This project aims to introduce a novel class of deterministic chaos, termed Nilpotent Chaos. The project team consists of pioneers in the theory and
application of nonlinear iterative maps involving nilpotent matrices. The central objective is to investigate whether complex phenomena—such as spiral
waves of divergence, chimera states, intermittent bursting, and finite-time divergence—previously observed in iterative nilpotent systems, can also emerge in chaotic systems governed by nonlinear differential equations that define the framework of Nilpotent Chaos. The project seeks to formulate foundational definitions of Nilpotent Chaos, support them with rigorous hypotheses and proofs, and explore their implications in real-world systems. One of the most groundbreaking aspects of this research is the extension of chaos theory to matrix-valued differential equations, where the entire system evolution—not just the initial conditions—is governed by nilpotent structures. This nodal extension represents a significant departure from traditional vector or matrix-based formulations in the mathematical theory of deterministic chaos. The project is structured around six key research objectives: 1.Development of the theoretical foundations of Nilpotent Chaos. 2.Formalization of divergence codes characteristic of Nilpotent Chaos. 3.Exploration of practical applications of divergence phenomena. 4.Extension to spatially distributed models of Nilpotent Chaos. 5.Investigation of divergence effects in spatially extended systems. 6.Analysis of solitons and solitary wave solutions within Nilpotent Chaos frameworks. By addressing a fundamental gap in the current understanding of chaotic dynamics, this project aspires to advance both theoretical and applied aspects of nonlinear science. Moreover, it aims to establish a distinct contribution of Lithuanian research to the global scientific community by pushing the boundaries of chaos theory beyond its current state-of-the-art.
Project funding:
Research Council of Lithuania, Projects carried out by researchers’ teams
Project results:
The project focuses primarily on the development of the theory of nilpotent chaos. Within the project, divergence codes for nilpotent chaos systems are formulated, studies of spatially extended models of nilpotent chaos are carried out, and soliton solutions in models of nilpotent chaos are constructed.
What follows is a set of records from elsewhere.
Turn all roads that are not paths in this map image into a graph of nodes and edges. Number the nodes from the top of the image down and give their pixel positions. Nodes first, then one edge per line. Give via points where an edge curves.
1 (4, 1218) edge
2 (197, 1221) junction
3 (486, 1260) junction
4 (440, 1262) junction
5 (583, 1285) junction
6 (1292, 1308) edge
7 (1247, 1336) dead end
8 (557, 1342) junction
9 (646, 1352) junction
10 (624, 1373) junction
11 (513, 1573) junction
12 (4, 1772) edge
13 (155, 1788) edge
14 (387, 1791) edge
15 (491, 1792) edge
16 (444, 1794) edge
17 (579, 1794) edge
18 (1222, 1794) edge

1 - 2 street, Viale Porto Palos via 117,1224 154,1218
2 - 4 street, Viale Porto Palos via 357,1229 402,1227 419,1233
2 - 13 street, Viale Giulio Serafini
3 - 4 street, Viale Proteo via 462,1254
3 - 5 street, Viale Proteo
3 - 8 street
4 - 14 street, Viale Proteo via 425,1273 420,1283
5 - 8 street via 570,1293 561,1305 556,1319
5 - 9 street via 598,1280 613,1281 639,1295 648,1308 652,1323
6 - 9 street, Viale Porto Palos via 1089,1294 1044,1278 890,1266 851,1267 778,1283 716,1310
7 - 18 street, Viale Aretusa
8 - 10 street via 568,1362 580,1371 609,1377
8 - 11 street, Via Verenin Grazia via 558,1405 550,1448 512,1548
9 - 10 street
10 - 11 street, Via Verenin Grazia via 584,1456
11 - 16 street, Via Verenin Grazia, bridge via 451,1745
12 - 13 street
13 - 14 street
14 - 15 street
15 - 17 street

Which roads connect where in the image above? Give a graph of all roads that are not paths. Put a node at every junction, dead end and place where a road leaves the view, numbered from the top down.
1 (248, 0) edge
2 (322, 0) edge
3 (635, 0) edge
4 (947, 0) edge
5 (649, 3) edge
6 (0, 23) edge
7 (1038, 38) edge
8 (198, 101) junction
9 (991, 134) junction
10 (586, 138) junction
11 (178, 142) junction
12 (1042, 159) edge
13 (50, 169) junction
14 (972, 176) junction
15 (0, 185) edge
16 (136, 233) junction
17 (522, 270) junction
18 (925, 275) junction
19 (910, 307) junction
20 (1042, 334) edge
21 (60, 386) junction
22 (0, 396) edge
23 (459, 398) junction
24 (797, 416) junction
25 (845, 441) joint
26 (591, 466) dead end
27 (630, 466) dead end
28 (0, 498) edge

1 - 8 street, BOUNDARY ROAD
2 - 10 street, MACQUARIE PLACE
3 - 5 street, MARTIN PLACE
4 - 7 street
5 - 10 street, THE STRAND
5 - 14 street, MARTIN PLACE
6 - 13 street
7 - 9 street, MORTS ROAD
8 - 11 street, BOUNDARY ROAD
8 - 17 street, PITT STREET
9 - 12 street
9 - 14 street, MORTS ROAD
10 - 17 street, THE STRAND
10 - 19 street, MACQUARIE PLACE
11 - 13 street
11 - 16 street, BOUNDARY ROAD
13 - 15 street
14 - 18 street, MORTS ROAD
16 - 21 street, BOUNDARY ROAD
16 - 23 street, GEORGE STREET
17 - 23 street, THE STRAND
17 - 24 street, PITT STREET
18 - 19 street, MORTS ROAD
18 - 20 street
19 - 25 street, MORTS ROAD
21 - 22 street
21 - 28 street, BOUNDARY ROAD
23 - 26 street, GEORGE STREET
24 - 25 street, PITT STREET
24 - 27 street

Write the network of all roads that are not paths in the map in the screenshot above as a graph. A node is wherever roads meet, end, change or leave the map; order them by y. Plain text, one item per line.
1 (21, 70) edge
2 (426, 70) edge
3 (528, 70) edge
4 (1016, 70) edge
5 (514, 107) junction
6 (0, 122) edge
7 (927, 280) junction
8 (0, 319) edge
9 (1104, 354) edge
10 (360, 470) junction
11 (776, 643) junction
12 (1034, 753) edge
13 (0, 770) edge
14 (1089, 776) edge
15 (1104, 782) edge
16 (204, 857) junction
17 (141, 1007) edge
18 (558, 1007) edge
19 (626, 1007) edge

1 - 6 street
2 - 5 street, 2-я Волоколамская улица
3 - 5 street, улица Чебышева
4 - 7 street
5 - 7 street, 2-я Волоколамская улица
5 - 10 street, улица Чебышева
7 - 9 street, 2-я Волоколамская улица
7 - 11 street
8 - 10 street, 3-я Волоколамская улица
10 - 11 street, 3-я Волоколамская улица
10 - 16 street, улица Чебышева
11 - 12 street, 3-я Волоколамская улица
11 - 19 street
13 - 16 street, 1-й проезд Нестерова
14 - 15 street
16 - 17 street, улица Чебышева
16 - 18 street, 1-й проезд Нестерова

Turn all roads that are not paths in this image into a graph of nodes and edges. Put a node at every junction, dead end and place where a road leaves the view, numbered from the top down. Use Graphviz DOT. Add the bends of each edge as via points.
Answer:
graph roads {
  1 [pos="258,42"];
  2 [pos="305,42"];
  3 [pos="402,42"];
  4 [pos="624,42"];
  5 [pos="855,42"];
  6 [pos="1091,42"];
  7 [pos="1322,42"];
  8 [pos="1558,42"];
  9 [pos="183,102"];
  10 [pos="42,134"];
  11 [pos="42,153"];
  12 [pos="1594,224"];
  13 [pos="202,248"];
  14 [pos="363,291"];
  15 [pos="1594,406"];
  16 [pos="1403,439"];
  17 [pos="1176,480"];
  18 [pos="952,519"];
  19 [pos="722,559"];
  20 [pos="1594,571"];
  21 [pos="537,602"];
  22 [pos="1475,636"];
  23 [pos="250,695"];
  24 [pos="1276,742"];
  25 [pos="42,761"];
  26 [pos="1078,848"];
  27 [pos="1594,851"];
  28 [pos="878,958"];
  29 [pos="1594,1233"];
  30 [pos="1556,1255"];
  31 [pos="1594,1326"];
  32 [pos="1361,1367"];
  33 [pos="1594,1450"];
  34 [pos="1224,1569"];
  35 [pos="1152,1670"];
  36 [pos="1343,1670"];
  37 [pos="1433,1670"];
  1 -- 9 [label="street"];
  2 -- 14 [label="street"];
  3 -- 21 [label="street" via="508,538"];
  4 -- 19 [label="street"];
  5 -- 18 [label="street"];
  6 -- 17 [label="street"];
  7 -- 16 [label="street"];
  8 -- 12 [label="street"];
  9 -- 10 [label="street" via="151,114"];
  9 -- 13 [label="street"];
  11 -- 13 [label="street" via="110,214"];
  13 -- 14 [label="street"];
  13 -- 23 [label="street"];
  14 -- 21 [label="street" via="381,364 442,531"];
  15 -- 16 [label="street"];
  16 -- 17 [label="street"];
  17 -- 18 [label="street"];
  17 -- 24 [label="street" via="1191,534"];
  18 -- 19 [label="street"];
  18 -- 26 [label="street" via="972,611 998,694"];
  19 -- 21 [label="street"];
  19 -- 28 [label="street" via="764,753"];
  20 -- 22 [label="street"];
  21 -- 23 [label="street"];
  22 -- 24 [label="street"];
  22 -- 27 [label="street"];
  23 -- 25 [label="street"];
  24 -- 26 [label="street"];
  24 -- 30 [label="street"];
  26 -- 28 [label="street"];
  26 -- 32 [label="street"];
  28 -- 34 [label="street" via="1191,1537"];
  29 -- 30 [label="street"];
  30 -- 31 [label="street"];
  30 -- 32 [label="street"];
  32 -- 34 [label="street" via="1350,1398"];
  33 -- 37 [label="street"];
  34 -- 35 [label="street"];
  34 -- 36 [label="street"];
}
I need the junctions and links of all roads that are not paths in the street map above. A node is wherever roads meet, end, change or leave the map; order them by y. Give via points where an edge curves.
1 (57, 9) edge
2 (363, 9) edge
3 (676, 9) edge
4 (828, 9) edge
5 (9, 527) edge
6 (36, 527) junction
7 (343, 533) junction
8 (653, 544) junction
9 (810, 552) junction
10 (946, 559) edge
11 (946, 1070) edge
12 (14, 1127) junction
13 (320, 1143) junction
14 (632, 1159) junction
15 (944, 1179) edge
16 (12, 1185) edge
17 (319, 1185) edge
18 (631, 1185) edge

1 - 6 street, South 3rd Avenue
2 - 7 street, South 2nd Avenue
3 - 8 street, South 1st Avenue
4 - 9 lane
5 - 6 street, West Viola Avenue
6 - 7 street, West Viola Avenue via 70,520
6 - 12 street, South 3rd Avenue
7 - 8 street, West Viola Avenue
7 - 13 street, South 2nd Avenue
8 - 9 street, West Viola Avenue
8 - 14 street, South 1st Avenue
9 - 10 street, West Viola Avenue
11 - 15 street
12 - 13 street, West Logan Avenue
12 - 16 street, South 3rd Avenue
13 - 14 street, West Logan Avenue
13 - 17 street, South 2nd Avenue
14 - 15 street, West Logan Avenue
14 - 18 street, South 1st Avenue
The results of the project will be disseminated to the scientific community. The results will be published in international peer-reviewed journals, and the project team will present their findings at relevant international conferences, encouraging discussion and collaboration within the scientific community. The project also plans to deposit research data and publications in open-access repositories in order to ensure broad accessibility.
Period of project implementation: 2025-11-03 - 2028-10-31
Project coordinator: Kaunas University of Technology